Syllabus adopted 2015-02-11 by Head of Programme (or corresponding)
Owner: MPWPS
7,5 Credits
Grading: TH - Five, Four, Three, Not passed
Education cycle: Second-cycle
Major subject: Electrical Engineering, Engineering Physics
Department: 59 - MICROTECHNOLOGY AND NANOSCIENCE


Teaching language: English
Open for exchange students
Block schedule: B

Course module   Credit distribution   Examination dates
Sp1 Sp2 Sp3 Sp4 Summer course No Sp
0104 Examination 7,5 c Grading: TH   7,5 c   26 Oct 2015 am M,  07 Jan 2016 am H   26 Aug 2016 pm M

In programs

MPWPS WIRELESS, PHOTONICS AND SPACE ENGINEERING, MSC PROGR, Year 2 (compulsory elective)
MPNAT NANOTECHNOLOGY, MSC PROGR, Year 2 (elective)

Examiner:

Docent  Josip Vukusic
Docent  Per Lundgren
Professor  Jan Stake



  Go to Course Homepage

Eligibility:


In order to be eligible for a second cycle course the applicant needs to fulfil the general and specific entry requirements of the programme that owns the course. (If the second cycle course is owned by a first cycle programme, second cycle entry requirements apply.)
Exemption from the eligibility requirement: Applicants enrolled in a programme at Chalmers where the course is included in the study programme are exempted from fulfilling these requirements.
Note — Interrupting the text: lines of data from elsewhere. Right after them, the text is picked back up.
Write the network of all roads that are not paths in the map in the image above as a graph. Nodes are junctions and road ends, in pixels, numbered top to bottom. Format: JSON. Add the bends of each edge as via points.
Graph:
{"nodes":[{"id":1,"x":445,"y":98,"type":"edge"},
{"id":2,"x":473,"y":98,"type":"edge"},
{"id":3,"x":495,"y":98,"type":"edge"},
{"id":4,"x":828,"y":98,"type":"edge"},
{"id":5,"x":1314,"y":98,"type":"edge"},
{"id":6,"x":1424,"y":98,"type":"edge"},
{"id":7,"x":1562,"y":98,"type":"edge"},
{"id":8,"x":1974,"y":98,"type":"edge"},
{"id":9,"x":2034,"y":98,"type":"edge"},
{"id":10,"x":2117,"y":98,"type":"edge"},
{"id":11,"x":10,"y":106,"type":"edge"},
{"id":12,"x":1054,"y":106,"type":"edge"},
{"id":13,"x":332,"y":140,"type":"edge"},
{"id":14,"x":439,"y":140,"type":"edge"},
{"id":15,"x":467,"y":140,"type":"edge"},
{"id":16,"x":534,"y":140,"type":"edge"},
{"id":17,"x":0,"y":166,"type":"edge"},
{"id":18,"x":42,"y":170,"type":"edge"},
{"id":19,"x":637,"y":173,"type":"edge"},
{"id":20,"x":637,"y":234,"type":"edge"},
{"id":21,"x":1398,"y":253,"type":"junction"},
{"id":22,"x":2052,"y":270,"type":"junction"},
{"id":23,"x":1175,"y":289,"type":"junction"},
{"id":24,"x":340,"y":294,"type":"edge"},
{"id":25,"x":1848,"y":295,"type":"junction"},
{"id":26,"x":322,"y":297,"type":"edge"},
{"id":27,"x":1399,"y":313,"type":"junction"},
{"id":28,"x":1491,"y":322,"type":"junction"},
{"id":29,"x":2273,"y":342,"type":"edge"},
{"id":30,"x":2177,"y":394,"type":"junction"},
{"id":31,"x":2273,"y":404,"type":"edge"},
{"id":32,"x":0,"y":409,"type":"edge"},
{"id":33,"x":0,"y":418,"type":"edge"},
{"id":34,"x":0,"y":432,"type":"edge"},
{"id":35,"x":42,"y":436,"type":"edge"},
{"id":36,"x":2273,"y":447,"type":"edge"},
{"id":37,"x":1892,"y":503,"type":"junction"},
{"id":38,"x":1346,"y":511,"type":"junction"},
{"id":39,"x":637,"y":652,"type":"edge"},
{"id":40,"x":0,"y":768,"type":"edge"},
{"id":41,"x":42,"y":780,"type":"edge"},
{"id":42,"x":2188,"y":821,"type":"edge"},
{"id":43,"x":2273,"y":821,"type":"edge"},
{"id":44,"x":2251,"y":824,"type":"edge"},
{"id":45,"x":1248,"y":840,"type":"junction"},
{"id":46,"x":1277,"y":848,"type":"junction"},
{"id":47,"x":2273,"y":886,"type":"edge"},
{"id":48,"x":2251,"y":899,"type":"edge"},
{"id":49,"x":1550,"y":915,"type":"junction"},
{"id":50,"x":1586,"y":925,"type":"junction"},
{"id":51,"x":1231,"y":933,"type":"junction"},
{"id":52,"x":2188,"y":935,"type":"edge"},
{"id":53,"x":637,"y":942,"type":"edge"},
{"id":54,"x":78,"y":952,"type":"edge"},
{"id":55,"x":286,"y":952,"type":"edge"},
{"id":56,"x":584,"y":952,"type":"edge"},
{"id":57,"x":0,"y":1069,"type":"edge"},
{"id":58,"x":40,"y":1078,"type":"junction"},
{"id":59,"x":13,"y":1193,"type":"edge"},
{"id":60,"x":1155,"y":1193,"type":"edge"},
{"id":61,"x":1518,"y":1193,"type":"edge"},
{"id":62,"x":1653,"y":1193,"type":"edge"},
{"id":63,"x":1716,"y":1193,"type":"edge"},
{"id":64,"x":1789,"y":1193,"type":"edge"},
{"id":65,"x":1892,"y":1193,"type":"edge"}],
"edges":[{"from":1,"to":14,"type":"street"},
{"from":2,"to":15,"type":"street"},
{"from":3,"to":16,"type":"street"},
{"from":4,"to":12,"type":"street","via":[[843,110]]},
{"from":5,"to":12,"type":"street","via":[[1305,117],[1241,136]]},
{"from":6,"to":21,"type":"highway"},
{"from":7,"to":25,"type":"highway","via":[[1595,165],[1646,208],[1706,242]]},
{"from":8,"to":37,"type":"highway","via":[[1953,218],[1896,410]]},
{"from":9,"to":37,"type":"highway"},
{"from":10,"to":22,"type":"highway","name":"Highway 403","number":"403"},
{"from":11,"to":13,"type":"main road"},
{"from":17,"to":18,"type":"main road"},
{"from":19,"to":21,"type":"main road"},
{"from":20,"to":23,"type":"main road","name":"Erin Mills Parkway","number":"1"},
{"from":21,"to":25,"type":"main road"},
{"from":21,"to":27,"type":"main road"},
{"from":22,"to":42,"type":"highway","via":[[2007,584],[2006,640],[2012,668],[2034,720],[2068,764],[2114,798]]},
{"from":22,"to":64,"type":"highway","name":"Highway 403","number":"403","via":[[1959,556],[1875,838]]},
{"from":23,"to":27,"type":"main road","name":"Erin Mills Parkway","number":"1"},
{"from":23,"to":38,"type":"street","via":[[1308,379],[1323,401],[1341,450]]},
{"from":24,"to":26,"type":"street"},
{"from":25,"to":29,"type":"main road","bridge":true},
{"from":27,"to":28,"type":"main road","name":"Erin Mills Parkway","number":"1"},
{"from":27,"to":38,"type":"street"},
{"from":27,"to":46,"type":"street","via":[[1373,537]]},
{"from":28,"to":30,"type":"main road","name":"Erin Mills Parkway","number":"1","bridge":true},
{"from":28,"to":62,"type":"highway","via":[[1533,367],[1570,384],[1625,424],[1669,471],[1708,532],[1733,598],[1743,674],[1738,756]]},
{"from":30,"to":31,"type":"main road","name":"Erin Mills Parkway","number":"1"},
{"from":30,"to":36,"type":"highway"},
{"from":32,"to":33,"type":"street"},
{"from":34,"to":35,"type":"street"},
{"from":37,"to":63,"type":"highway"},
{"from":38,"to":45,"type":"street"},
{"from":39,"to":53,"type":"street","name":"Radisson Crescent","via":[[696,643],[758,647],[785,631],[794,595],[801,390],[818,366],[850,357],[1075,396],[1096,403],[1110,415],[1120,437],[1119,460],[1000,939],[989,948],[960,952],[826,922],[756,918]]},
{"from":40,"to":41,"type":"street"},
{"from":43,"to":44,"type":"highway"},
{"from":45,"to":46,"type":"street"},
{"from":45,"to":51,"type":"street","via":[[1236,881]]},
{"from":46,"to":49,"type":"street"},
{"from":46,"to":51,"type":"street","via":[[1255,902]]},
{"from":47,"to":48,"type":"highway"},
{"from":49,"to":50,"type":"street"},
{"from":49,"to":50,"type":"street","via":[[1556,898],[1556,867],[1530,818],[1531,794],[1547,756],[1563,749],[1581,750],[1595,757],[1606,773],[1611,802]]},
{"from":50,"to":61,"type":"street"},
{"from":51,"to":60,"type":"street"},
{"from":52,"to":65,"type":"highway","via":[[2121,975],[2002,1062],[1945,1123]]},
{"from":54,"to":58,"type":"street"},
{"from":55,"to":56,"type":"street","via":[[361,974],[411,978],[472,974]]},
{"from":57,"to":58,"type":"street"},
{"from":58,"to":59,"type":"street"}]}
Course specific prerequisites

Basic knowledge in electromagnetics, electrical circuit analysis, solid state physics and semiconductor physics. Examples of courses at Chalmers that together contain recommended prior knowledge are: 'EEM015 Elektromagnetiska fält', 'EEF031 Elektromagnetisk fältteori', 'EMI084 Kretsanalys', 'ESS116 Elektriska nät och system', 'FFY143 Fysik 2' or 'FFY012 Fasta tillståndets fysik'.

Aim

After course completion the participants will understand the fundamental principles on which modern microelectronics are based on. They will get acquainted with most types of semiconductor devices and their area of application. Both device theory and practical fabrication methods will be covered in the course. We will also discuss current state-of-the art research, some of which will constitute the prevailing electronics of the future.




Learning outcomes (after completion of the course the student should be able to)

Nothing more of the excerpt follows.